Late check-ins (check-ins between 7-10 PM will incur a €10 convenience fee. We will not accept check-ins past 10 PM under any circumstances. Early check-ins (check-ins between 9AM-13PM) permitted only if there are no guests in the apartment at that moment. Late check-outs (from 10AM to noon) permitted only if there are no other guests coming to the apartment that day. Early bag drop-off and bag storage after check-out will incur a €10 convenience fee.
We can provide pick up or drop off to Rijeka or Zagreb airport for a fee. Please make arrangements at least 24 hours in advance.
Please leave things as they are in your room: do not remove pictures from walls, don't move furniture around, and do not remove the comforter cover from the comforter. Please do not take any of my personal possessions out of my home for any reason.
Rooms come already furnished, and guests may not bring additional furniture. Guests may not bring a huge amount of belongings - please limit yourself to 2-3 suitcases.
Smoking is allowed on the balcony. No smoking in the rooms, kitchen, hallway and bathroom! Please pick up the cigarette buds after smoking and put them in the garbage bin.
Due to danger of fire, no candles, space heaters or open flames may be used in the house.
No pets/animals may be brought to my home. In the case of a guest who fails to disclose that they intend to bring an animal prior to making a reservation, and arrives with an animal, their reservation will not be honored and they will be turned away.
When you are done using the kitchen, leave no dishes or food in the sink, on counters, on the stove, or in any common area. You may NOT leave dishes in the sink/counter etc while you eat a meal in your room. The kitchen should look as though you were never there. Kitchen hours are 6AM to 10PM: you may quietly retrieve snacks outside of these hours but no meal preparation outside of these hours. Please wipe off counters and stove when you are done with the kitchen. We do not provide food or beverages of any kind (including coffee/tea). Guests are responsible for supplying food/beverages for themselves.
Absolutely NO FOOD is permitted in the bedrooms. Please use the dining room to consume your snacks/meals should you decide to bring them in. There is a designated food storage area and a refridgerator in the kitchen for your convenience. Dishes may not be stored in the guest bedrooms.

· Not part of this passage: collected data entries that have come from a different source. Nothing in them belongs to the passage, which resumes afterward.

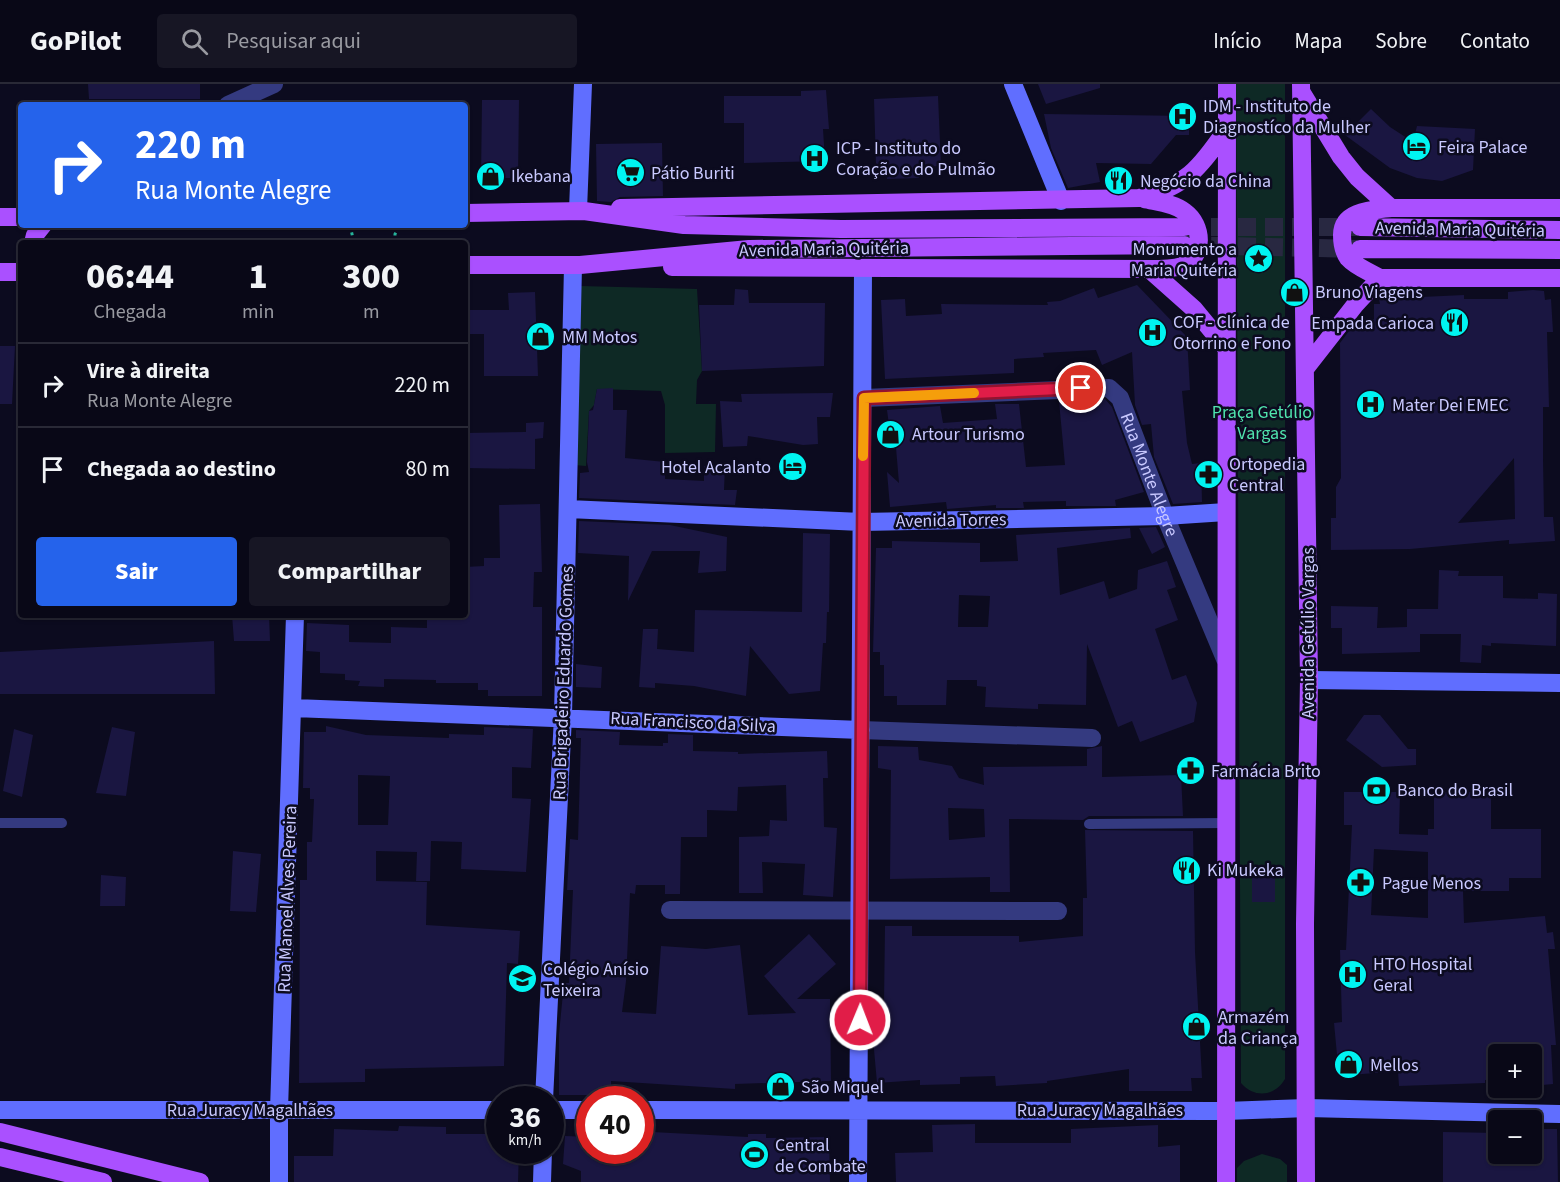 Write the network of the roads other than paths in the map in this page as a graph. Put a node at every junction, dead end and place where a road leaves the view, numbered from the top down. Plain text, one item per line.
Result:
1 (274, 84) edge
2 (583, 84) edge
3 (1013, 84) edge
4 (1227, 84) edge
5 (1301, 87) edge
6 (235, 102) edge
7 (1226, 130) junction
8 (1139, 198) junction
9 (1061, 201) junction
10 (1391, 208) junction
11 (1560, 208) edge
12 (581, 210) junction
13 (468, 213) edge
14 (0, 217) edge
15 (18, 217) edge
16 (1360, 227) tunnel mouth
17 (1560, 230) edge
18 (1360, 249) tunnel mouth
19 (1560, 250) edge
20 (468, 266) edge
21 (577, 266) junction
22 (863, 269) junction
23 (1149, 269) junction
24 (0, 272) edge
25 (18, 272) edge
26 (1380, 278) junction
27 (1560, 278) edge
28 (1226, 348) junction
29 (1305, 369) junction
30 (864, 398) junction
31 (568, 509) junction
32 (1226, 512) junction
33 (1165, 516) junction
34 (861, 522) junction
35 (295, 618) edge
36 (1226, 659) junction
37 (1309, 680) junction
38 (1560, 683) edge
39 (294, 708) junction
40 (562, 716) junction
41 (861, 730) junction
42 (1092, 738) dead end
43 (0, 823) edge
44 (63, 823) dead end
45 (1089, 824) dead end
46 (1228, 824) junction
47 (861, 909) junction
48 (670, 910) dead end
49 (1058, 911) dead end
50 (545, 1086) edge
51 (1307, 1107) junction
52 (859, 1109) junction
53 (0, 1110) edge
54 (279, 1110) junction
55 (486, 1110) edge
56 (654, 1110) edge
57 (1226, 1111) junction
58 (1560, 1114) edge
59 (0, 1132) edge
60 (0, 1157) edge
61 (543, 1164) edge
62 (103, 1182) edge
63 (200, 1182) edge
64 (279, 1182) edge
65 (542, 1182) edge
66 (858, 1182) edge
67 (1226, 1182) edge
68 (1306, 1182) edge

1 - 6 street
2 - 12 street
3 - 9 street
4 - 7 main road
5 - 10 main road
5 - 29 main road, Avenida Getúlio Vargas
7 - 8 main road
7 - 28 main road
8 - 9 main road
8 - 23 main road
9 - 12 main road
10 - 11 main road
10 - 26 main road
12 - 13 main road, Avenida Maria Quitéria
12 - 21 main road, Avenida Maria Quitéria
14 - 15 main road
16 - 17 main road, Avenida Maria Quitéria
18 - 19 main road, Avenida Maria Quitéria
20 - 21 main road, Avenida Maria Quitéria
21 - 22 main road
21 - 31 street, Rua Brigadeiro Eduardo Gomes
22 - 23 main road
22 - 30 street
23 - 28 main road
24 - 25 main road
26 - 27 main road
26 - 29 main road
28 - 32 main road
29 - 37 main road, Avenida Getúlio Vargas
30 - 33 street, Rua Monte Alegre
30 - 34 street
31 - 34 street, Avenida Torres
31 - 40 street, Rua Brigadeiro Eduardo Gomes
32 - 33 street, Avenida Torres
32 - 36 main road
33 - 34 street, Avenida Torres
33 - 36 street, Rua Monte Alegre
34 - 41 street
35 - 39 street, Rua Manoel Alves Pereira
36 - 46 main road
37 - 38 street
37 - 51 main road, Avenida Getúlio Vargas
39 - 40 street, Rua Francisco da Silva
39 - 54 street, Rua Manoel Alves Pereira
40 - 41 street, Rua Francisco da Silva
40 - 50 street, Rua Brigadeiro Eduardo Gomes
41 - 42 street, Rua Francisco da Silva
41 - 47 street
43 - 44 lane
45 - 46 lane
46 - 57 main road
47 - 48 street
47 - 49 street
47 - 52 street
51 - 57 street, Rua Juracy Magalhães
51 - 58 street, Rua Juracy Magalhães
51 - 68 main road, Avenida Getúlio Vargas
52 - 56 street, Rua Juracy Magalhães
52 - 57 street, Rua Juracy Magalhães
52 - 66 street
53 - 54 street, Rua Juracy Magalhães
54 - 55 street, Rua Juracy Magalhães
54 - 64 street, Rua Manoel Alves Pereira
57 - 67 main road
59 - 63 main road
60 - 62 main road
61 - 65 street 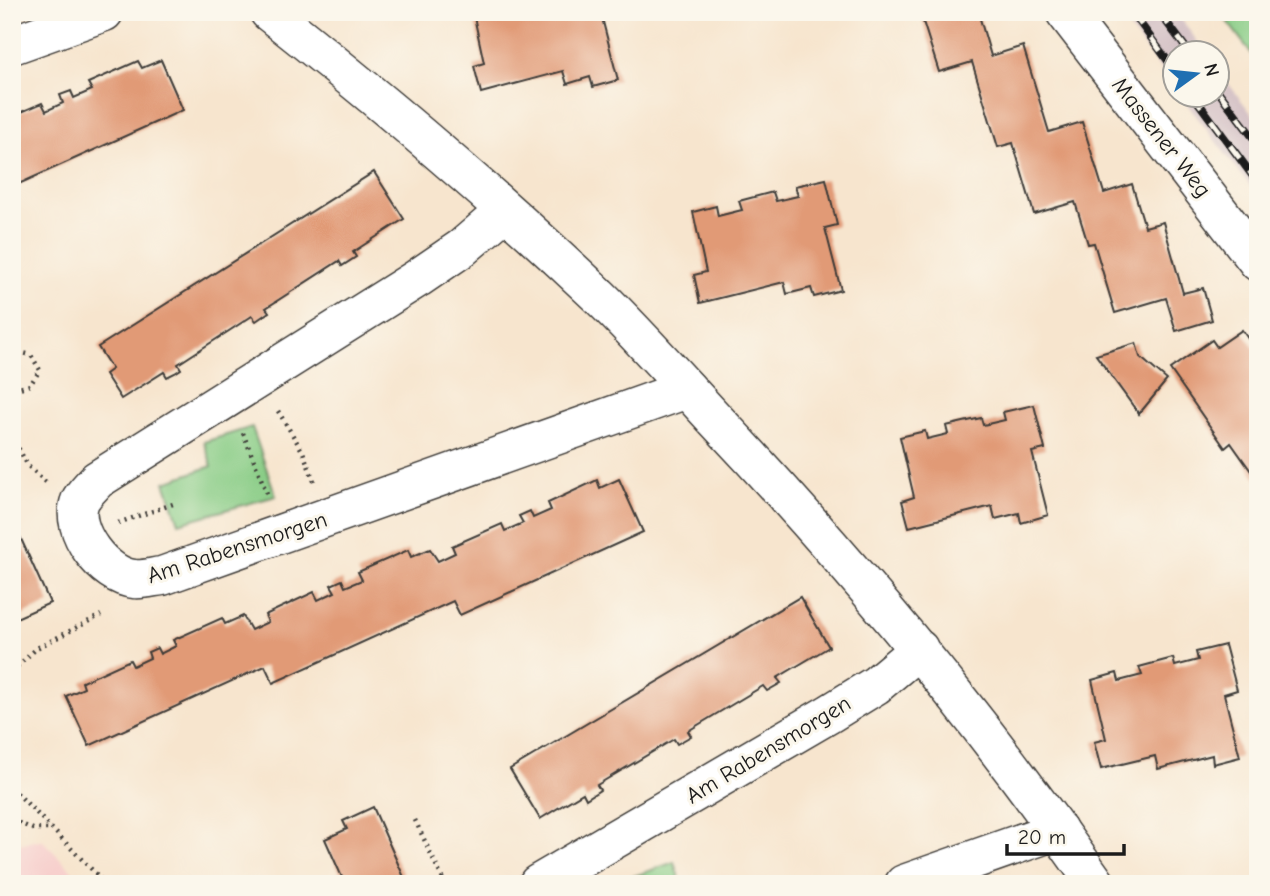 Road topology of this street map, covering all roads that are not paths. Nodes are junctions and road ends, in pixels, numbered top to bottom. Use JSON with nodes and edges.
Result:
{"nodes":[{"id":1,"x":104,"y":12,"type":"edge"},
{"id":2,"x":269,"y":12,"type":"edge"},
{"id":3,"x":1065,"y":12,"type":"edge"},
{"id":4,"x":12,"y":45,"type":"edge"},
{"id":5,"x":505,"y":211,"type":"junction"},
{"id":6,"x":1258,"y":262,"type":"edge"},
{"id":7,"x":687,"y":389,"type":"junction"},
{"id":8,"x":919,"y":649,"type":"junction"},
{"id":9,"x":1058,"y":830,"type":"junction"},
{"id":10,"x":538,"y":884,"type":"edge"},
{"id":11,"x":904,"y":884,"type":"edge"},
{"id":12,"x":1096,"y":884,"type":"edge"}],
"edges":[{"from":1,"to":4,"type":"street"},
{"from":2,"to":5,"type":"street"},
{"from":3,"to":6,"type":"street","name":"Massener Weg"},
{"from":5,"to":7,"type":"street"},
{"from":5,"to":7,"type":"street","name":"Am Rabensmorgen"},
{"from":7,"to":8,"type":"street"},
{"from":8,"to":9,"type":"street"},
{"from":8,"to":10,"type":"street","name":"Am Rabensmorgen"},
{"from":9,"to":11,"type":"street"},
{"from":9,"to":12,"type":"street"}]} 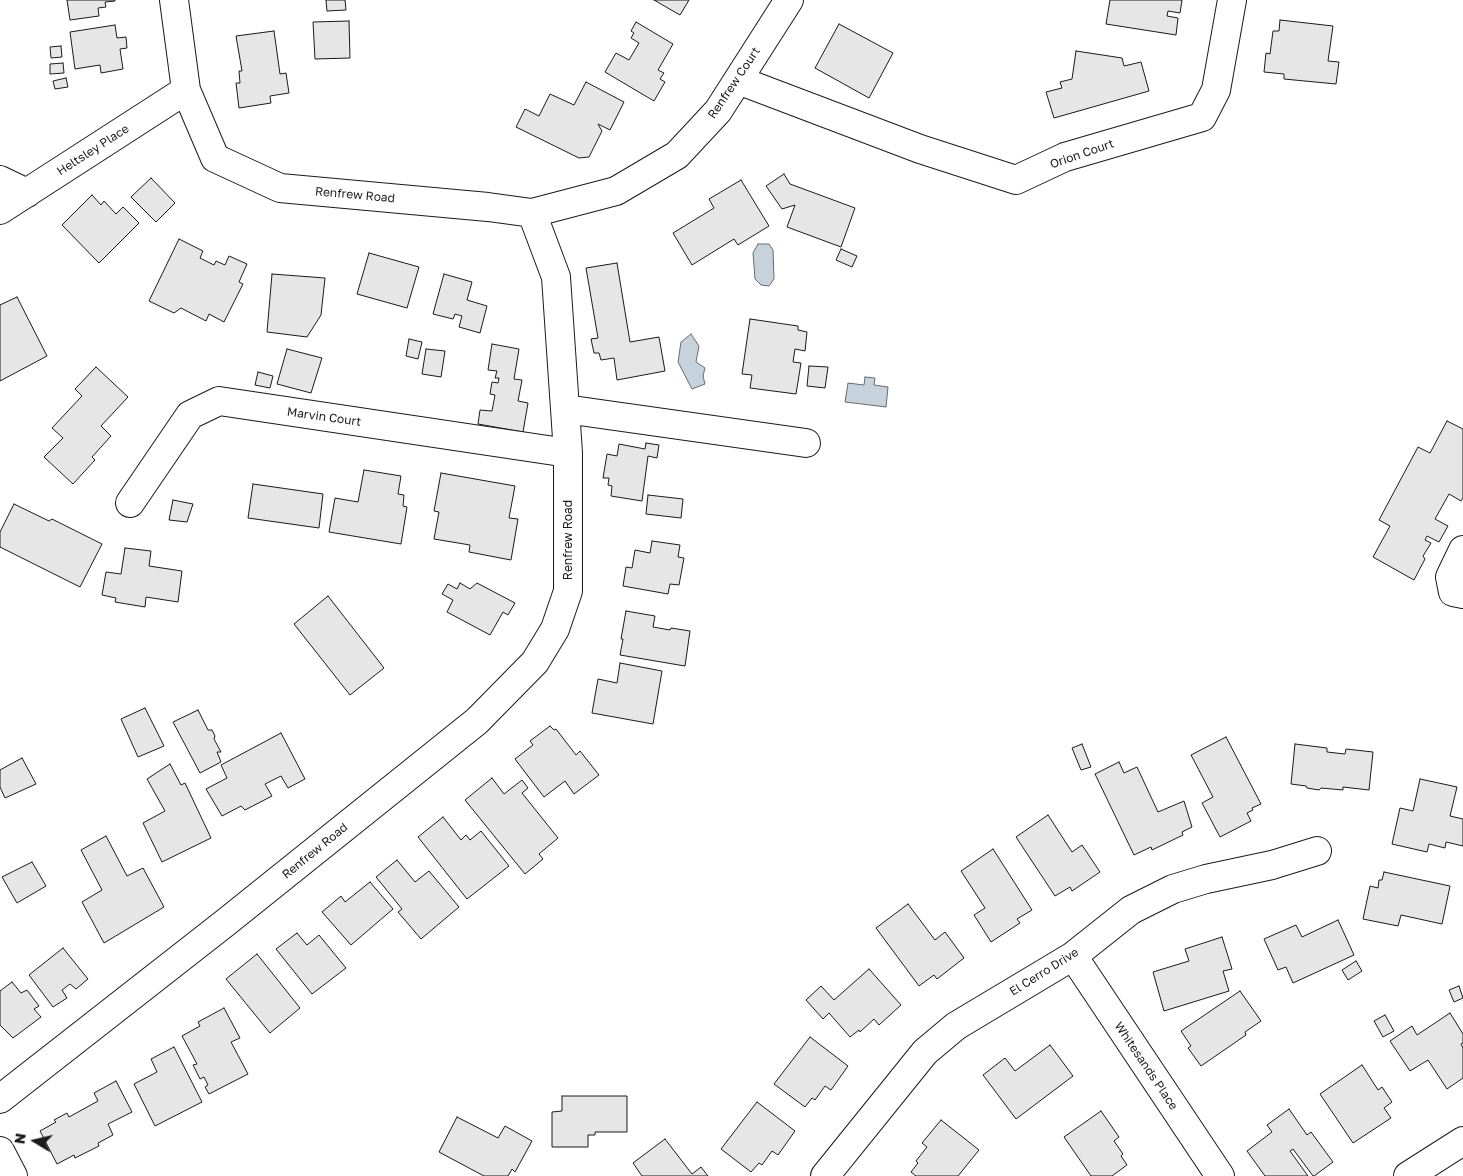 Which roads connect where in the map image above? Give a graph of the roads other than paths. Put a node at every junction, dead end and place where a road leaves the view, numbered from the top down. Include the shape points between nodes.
1 (174, 0) edge
2 (789, 0) edge
3 (1232, 0) edge
4 (738, 80) junction
5 (186, 90) junction
6 (0, 180) edge
7 (27, 193) junction
8 (0, 210) edge
9 (532, 213) junction
10 (565, 409) junction
11 (806, 443) dead end
12 (568, 453) junction
13 (130, 503) dead end
14 (1463, 550) edge
15 (1463, 594) edge
16 (1317, 851) dead end
17 (1073, 956) junction
18 (0, 1099) edge
19 (1463, 1141) edge
20 (0, 1151) edge
21 (13, 1176) edge
22 (825, 1176) edge
23 (1220, 1176) edge
24 (1408, 1176) edge

1 - 5 street, Renfrew Road
2 - 4 street, Renfrew Court
3 - 4 street, Orion Court via 1216,90 1202,117 1065,157 1016,180 920,149
4 - 9 street, Renfrew Court via 718,112 676,155 616,191
5 - 7 street, Heltsley Place
5 - 9 street, Renfrew Road via 215,158 280,188
6 - 7 street
7 - 8 street, Heltsley Place
9 - 10 street, Renfrew Road via 556,277
10 - 11 street
10 - 12 street, Renfrew Road
12 - 13 street, Marvin Court via 219,401 190,415
12 - 18 street, Renfrew Road via 568,591 555,629 535,662 477,721
14 - 15 street via 1450,577 1453,592
16 - 17 street, El Cerro Drive via 1173,889 1131,910
17 - 22 street, El Cerro Drive via 956,1026 925,1052
17 - 23 street, Whitesands Place
19 - 24 street
20 - 21 street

Do not leave personal belongings in common spaces when done with those areas.
After use of the bathtub/shower and sink, please clean out hair from the drain/floor area and sink area and make sure tub/shower is basically clean. Do not use hair dyes in tub/shower as this will cause damage to the facility. When using a wash machine, please make sure you wash a full load.
Common areas are cleaned once a week, and guest rooms are cleaned in between guest visits. Apart from this, guests are expected to clean common areas after use and clean their own rooms during their stay. Please do your part to clean, so that others don't complain to me about a situation that you have caused.
Rooms are single occupancy only, and guests may not bring any others to visit to my house, neither overnight or during the day. No exceptions will be made. For the security of our guests and residents, only the guests that are included on the booking are allowed onto the property.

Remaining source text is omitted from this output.